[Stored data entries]
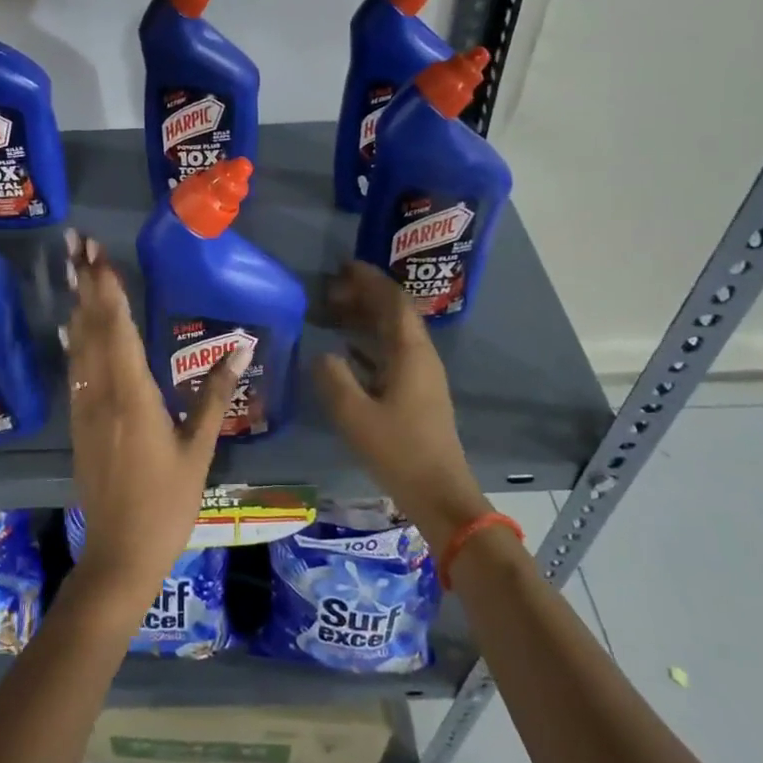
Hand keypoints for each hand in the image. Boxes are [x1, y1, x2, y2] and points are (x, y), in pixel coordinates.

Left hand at [61, 229, 242, 619]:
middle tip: (75, 242)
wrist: (119, 554)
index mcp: (133, 395)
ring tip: (72, 269)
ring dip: (76, 304)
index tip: (98, 254)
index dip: (107, 288)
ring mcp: (85, 408)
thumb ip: (216, 395)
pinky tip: (71, 326)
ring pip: (78, 345)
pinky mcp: (79, 423)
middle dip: (84, 282)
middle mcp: (102, 393)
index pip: (118, 329)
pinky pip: (75, 369)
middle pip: (90, 327)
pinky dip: (74, 340)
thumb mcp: (198, 449)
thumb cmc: (167, 503)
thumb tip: (242, 347)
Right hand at [313, 261, 487, 553]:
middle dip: (365, 295)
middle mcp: (421, 357)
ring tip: (332, 312)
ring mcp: (422, 376)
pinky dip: (368, 343)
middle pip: (394, 313)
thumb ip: (333, 378)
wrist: (440, 495)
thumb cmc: (399, 451)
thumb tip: (322, 353)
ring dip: (366, 318)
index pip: (393, 301)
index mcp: (411, 353)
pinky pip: (391, 353)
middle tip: (330, 289)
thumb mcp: (355, 415)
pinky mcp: (417, 395)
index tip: (342, 267)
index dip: (369, 280)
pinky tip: (346, 350)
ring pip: (393, 333)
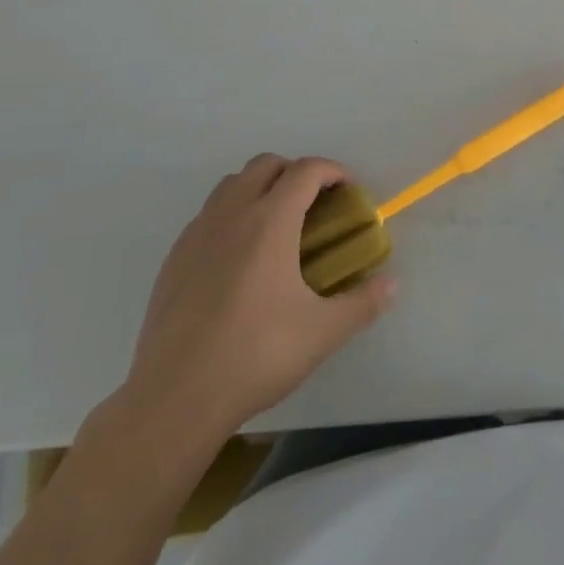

[TASK DETAILS] Above are the records. Copy exactly, and only, the lines from the line containing "pinky tip: (71, 326)" through the last one, omitting any pictures.

[REPLY TO THE TASK]
pinky tip: (71, 326)
ring pip: (78, 345)
pinky mcp: (79, 423)
middle dip: (84, 282)
middle mcp: (102, 393)
index pip: (118, 329)
pinky pip: (75, 369)
middle pip: (90, 327)
pinky dip: (74, 340)
thumb mcp: (198, 449)
thumb cmc: (167, 503)
thumb tip: (242, 347)
Right hand at [313, 261, 487, 553]:
middle dip: (365, 295)
middle mcp: (421, 357)
ring tip: (332, 312)
ring mcp: (422, 376)
pinky dip: (368, 343)
middle pip: (394, 313)
thumb ip: (333, 378)
wrist: (440, 495)
thumb cmc: (399, 451)
thumb tip: (322, 353)
ring dip: (366, 318)
index pip: (393, 301)
index mcp: (411, 353)
pinky pip: (391, 353)
middle tip: (330, 289)
thumb mcp: (355, 415)
pinky mcp: (417, 395)
index tip: (342, 267)
index dip: (369, 280)
pinky tip: (346, 350)
ring pip: (393, 333)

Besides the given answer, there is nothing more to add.